Mailing List Message #105856
From: Bill Cole <>
Subject: Re: HEADS UP: If you're queueing to Office365 domains (was Re: Error: none of client TLS cipher methods is supported)
Date: Thu, 29 Oct 2015 22:23:04 -0400
To: CommuniGate Pro Discussions <>
X-Mailer: MailMate (1.9.2r5148)
On 28 Oct 2015, at 10:20, Tom Rymes wrote:

On 10/27/2015 12:38 PM, Bill Cole wrote:
On 17 Sep 2015, at 11:45, Tom Rymes wrote:

Can anyone indicate to me why one would NOT enable the "CBC Ciphers for Old TLS" setting?

Well, as I discovered yesterday, you might switch that off if you want to mysteriously deliver nothing to domains hosted by Microsoft.

There is definitely a CGP flaw here. Current OpenSSL will negotiate TLS 1.2,ECDHE_AES256_SHA384 with the * machines, but the garbage TLS library CGP is using needs a non-standard config to get TLSv1.0,ECDHE_AES256_SHA and without that setting just gets tossed out during negotiation.

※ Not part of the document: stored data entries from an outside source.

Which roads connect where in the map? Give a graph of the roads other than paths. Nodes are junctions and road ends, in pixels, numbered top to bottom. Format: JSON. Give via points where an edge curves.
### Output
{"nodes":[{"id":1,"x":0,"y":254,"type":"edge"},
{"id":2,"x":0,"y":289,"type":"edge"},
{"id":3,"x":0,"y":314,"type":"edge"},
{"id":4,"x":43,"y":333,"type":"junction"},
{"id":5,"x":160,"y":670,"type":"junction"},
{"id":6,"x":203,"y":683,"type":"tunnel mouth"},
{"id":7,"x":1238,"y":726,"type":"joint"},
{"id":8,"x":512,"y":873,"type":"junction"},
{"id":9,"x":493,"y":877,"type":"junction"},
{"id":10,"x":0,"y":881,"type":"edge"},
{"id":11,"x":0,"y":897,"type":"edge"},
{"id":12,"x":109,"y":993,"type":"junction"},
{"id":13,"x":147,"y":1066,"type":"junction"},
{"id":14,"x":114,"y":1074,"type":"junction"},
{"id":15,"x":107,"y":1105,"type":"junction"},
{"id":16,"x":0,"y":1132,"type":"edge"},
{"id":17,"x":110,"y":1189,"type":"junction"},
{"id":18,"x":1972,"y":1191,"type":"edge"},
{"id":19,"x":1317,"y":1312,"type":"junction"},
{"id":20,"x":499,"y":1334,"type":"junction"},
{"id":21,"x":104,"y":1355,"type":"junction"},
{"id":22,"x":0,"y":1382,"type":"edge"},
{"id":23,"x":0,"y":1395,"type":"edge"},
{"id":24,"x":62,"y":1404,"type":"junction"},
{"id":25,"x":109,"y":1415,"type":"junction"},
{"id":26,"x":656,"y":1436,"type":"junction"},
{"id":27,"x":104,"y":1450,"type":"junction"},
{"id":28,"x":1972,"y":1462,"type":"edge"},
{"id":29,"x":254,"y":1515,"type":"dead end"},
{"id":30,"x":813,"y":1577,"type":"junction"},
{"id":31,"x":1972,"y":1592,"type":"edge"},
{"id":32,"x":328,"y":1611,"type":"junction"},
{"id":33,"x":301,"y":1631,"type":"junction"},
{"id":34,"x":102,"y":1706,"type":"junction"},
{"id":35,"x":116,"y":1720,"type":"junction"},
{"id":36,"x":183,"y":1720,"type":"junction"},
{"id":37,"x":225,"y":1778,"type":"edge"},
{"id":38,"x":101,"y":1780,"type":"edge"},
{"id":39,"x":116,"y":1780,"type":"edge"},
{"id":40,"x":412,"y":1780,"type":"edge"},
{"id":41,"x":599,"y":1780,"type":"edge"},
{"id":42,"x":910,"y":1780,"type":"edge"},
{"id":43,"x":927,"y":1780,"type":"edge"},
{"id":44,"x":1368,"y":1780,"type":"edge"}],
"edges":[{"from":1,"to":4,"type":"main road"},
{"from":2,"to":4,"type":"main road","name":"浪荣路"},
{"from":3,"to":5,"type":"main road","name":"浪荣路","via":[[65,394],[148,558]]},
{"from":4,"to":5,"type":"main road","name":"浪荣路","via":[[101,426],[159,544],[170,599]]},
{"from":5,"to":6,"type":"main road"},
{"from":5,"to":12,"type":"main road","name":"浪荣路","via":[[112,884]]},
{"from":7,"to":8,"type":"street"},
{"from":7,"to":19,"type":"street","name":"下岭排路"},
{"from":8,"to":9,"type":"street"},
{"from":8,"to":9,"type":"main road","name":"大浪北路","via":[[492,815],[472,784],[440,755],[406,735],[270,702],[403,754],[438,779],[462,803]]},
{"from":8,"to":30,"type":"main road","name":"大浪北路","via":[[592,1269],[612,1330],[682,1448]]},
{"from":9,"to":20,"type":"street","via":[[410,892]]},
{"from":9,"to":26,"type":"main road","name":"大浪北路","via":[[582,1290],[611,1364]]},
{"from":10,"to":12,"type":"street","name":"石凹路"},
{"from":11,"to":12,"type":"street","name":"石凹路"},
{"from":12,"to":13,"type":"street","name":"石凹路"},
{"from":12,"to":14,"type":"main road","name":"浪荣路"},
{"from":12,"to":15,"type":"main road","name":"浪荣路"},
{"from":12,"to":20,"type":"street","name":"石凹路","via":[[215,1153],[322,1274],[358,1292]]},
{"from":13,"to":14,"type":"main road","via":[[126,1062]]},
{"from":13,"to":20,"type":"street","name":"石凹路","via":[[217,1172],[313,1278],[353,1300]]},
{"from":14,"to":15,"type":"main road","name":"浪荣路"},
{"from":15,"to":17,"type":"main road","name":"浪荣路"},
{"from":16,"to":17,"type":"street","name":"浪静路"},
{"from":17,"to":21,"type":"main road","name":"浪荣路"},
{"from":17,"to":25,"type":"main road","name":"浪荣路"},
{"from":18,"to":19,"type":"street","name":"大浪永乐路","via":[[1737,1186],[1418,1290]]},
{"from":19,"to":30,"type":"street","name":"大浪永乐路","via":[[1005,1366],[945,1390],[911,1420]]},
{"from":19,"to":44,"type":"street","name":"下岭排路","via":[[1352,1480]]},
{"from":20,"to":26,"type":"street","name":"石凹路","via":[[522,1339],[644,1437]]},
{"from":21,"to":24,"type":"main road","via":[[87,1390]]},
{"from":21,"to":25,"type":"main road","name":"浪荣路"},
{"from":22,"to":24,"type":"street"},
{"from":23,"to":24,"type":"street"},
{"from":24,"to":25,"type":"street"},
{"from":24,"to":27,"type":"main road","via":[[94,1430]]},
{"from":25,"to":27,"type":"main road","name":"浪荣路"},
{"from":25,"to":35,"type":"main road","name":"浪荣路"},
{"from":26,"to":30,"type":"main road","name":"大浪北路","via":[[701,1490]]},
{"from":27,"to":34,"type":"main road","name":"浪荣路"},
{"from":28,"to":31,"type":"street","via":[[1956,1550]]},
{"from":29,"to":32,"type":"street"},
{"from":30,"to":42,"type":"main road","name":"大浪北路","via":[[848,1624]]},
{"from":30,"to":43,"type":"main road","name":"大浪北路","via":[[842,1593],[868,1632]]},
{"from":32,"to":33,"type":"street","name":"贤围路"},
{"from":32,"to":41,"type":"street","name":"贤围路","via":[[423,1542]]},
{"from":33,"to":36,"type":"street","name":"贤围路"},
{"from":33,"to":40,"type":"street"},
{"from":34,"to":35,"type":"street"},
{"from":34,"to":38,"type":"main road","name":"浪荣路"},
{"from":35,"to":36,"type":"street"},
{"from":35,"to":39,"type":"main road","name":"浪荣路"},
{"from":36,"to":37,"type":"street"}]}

As far as I can tell from the 2014-2015 logs of a handful of test and production instances running 6.x versions, CGP never bothers trying to use TLSv1.1 or TLSv1.2 for SMTP client sessions.

Bill: Are you saying that you run into problems when you have the option enabled, disabled, or no matter what you do?

Disabled: cannot send to MS-hosted domains at all, because  * machines drop the connection abruptly during TLS setup after the client_hello is sent.

Enabled: outbound mail works to those domains (and everywhere else) so no one operating a serious mail server can afford to leave this setting unchecked.

HOWEVER: in looking closely at what CGP is doing with TLS I discovered that outbound connections NEVER negotiate any TLS version other than 1.0, even with servers (like Microsoft's) that I have directly tested and confirmed will negotiate 1.2. In addition, the ciphersuite negotiated by CGP seems to be marginally weaker than it could be with hosts like those if CGP were negotiating TLSv1.2. I say "seems" and "marginally" because SHA1 in a ciphersuite (i.e. as part of a HMAC algorithm) isn't equivalent to its use in signatures or password hashing. This IS NOT in itself a significantly risky behavior by CGP but TLS didn't get updates for no reason and it's a bug to not use the best version that can be used for every connection.